Ernie Kroeger

MFA (Calgary),  BFA (Manitoba)

 

Ernie Kroeger teaches photography. He is an artist and educator and his photographs have been widely shown in solo and group exhibitions across Canada and in Europe. His work is included in several public collections such as the Alberta Art Foundation, Photographers Gallery in Saskatoon, Edmonton Art Gallery, Canada Council and Canadian Museum of Contemporary Photography. Most recently his work has been shown in solo exhibitions at The Whyte Museum of the Canadian Rockies in Banff and Gallery 44 in Toronto as well as in a group exhibition at the Kitchener-Waterloo Art Gallery. In 2001 his first book, The Great Divide, a collaboration with Alberto Manguel, was published. Kroeger has been the recipient of a number of awards and grants, most notably The Banff Centre’s Barbara Spohr Award for Photography. He holds an MFA from the University of Calgary and a BFA from the University of Manitoba. As an educator he has taught at the University of Manitoba, the Alberta College of Art & Design and the University of Calgary. He is currently on a one-year leave of absence from his role as Photography Facilitator at The Banff Centre for the Arts.
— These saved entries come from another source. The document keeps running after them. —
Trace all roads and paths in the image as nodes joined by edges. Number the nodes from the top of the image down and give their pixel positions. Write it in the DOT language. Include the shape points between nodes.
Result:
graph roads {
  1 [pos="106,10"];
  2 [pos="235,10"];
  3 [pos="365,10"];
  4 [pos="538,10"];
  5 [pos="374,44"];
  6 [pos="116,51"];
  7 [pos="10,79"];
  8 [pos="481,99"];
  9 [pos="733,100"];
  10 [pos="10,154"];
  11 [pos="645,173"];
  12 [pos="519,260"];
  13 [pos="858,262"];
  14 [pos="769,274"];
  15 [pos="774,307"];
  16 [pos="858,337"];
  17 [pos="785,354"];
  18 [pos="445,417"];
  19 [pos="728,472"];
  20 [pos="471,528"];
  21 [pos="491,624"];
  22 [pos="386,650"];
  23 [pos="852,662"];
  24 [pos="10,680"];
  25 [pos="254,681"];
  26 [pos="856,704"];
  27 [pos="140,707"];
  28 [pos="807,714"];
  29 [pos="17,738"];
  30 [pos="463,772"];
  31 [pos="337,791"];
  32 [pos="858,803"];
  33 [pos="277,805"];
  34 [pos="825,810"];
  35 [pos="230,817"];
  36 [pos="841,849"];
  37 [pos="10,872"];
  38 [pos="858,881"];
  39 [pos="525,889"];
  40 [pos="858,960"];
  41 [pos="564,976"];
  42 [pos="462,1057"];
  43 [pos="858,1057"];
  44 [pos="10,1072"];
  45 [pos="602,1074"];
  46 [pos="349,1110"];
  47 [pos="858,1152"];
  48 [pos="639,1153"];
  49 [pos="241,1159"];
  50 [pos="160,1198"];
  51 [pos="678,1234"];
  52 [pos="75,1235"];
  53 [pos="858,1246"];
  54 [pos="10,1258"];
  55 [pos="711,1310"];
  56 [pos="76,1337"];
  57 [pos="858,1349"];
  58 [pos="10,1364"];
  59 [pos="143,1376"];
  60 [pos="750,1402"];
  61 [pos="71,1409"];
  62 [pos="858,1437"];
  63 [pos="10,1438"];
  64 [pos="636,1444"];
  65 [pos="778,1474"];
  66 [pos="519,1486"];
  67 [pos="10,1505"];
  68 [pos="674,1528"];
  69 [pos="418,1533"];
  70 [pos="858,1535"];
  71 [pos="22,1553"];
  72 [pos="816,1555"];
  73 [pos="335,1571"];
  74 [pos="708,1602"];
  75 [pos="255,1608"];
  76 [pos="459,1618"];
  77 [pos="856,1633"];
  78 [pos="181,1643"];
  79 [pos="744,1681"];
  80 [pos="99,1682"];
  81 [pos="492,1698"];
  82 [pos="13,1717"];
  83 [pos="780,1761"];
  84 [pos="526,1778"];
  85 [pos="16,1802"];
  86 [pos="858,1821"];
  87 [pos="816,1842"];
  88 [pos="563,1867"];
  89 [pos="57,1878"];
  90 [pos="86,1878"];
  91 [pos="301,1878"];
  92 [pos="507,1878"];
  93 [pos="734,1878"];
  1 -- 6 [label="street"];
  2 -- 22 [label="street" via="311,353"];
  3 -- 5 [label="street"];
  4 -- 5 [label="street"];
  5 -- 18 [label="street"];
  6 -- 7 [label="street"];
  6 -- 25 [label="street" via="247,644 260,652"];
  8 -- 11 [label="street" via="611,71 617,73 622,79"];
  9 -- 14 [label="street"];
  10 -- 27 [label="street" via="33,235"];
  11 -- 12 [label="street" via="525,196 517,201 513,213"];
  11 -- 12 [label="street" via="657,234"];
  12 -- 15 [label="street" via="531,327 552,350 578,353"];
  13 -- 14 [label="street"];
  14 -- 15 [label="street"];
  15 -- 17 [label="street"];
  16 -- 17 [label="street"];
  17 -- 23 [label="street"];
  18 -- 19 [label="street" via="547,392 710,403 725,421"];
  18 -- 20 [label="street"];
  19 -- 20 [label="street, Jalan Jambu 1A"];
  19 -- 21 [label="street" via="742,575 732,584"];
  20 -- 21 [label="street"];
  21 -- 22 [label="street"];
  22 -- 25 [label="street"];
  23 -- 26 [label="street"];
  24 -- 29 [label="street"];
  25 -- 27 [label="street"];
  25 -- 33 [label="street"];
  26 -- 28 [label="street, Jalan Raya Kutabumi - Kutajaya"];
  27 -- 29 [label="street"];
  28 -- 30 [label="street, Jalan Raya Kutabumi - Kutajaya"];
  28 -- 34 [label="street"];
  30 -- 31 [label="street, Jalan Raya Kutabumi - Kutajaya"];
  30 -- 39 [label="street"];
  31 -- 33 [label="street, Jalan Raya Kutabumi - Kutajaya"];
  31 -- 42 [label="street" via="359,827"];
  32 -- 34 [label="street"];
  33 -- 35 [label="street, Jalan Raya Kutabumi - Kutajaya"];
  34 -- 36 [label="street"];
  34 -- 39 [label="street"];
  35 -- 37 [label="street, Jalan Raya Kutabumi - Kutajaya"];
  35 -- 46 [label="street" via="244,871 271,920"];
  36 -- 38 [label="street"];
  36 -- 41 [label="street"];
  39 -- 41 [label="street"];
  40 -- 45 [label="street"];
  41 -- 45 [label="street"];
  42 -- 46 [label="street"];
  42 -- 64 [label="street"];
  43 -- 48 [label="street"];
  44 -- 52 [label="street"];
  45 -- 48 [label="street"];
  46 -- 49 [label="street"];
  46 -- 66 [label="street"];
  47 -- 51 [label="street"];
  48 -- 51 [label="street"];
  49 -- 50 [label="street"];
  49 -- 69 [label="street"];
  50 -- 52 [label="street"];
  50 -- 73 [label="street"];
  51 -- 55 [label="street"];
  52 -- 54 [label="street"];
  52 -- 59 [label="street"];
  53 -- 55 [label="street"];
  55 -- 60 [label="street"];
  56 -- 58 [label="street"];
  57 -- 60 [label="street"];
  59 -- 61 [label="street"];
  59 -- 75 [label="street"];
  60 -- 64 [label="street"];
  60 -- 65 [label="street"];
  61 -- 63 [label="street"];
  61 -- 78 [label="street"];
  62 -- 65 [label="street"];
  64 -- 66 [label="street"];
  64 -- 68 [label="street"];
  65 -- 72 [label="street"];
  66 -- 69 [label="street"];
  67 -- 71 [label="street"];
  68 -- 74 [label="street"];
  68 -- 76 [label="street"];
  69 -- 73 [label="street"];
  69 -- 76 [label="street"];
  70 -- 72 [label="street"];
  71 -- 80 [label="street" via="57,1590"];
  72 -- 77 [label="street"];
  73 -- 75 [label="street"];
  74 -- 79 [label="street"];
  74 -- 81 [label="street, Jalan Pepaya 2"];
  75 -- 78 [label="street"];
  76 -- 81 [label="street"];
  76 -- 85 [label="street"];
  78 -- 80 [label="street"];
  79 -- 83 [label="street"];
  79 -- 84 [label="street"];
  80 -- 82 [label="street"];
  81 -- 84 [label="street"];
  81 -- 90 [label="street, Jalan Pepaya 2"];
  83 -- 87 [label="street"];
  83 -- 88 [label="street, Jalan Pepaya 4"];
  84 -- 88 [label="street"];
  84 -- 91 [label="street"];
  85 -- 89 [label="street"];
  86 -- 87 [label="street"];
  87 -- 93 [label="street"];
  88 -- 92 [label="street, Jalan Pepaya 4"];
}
 Currently he is working on a project investigating the relationship between image and text. This has included research into legendary accounts about the invention of language, study of pictographs, petroglyphs, signs and symbols. This research led him to the discovery of beetle engravings, calligraphic-like markings on trees, which have inspired a new series of photographs. This subject and natural phenomenon, indigenous to the Rocky Mountains, has allowed him to re-imagine his own version of the invention of language.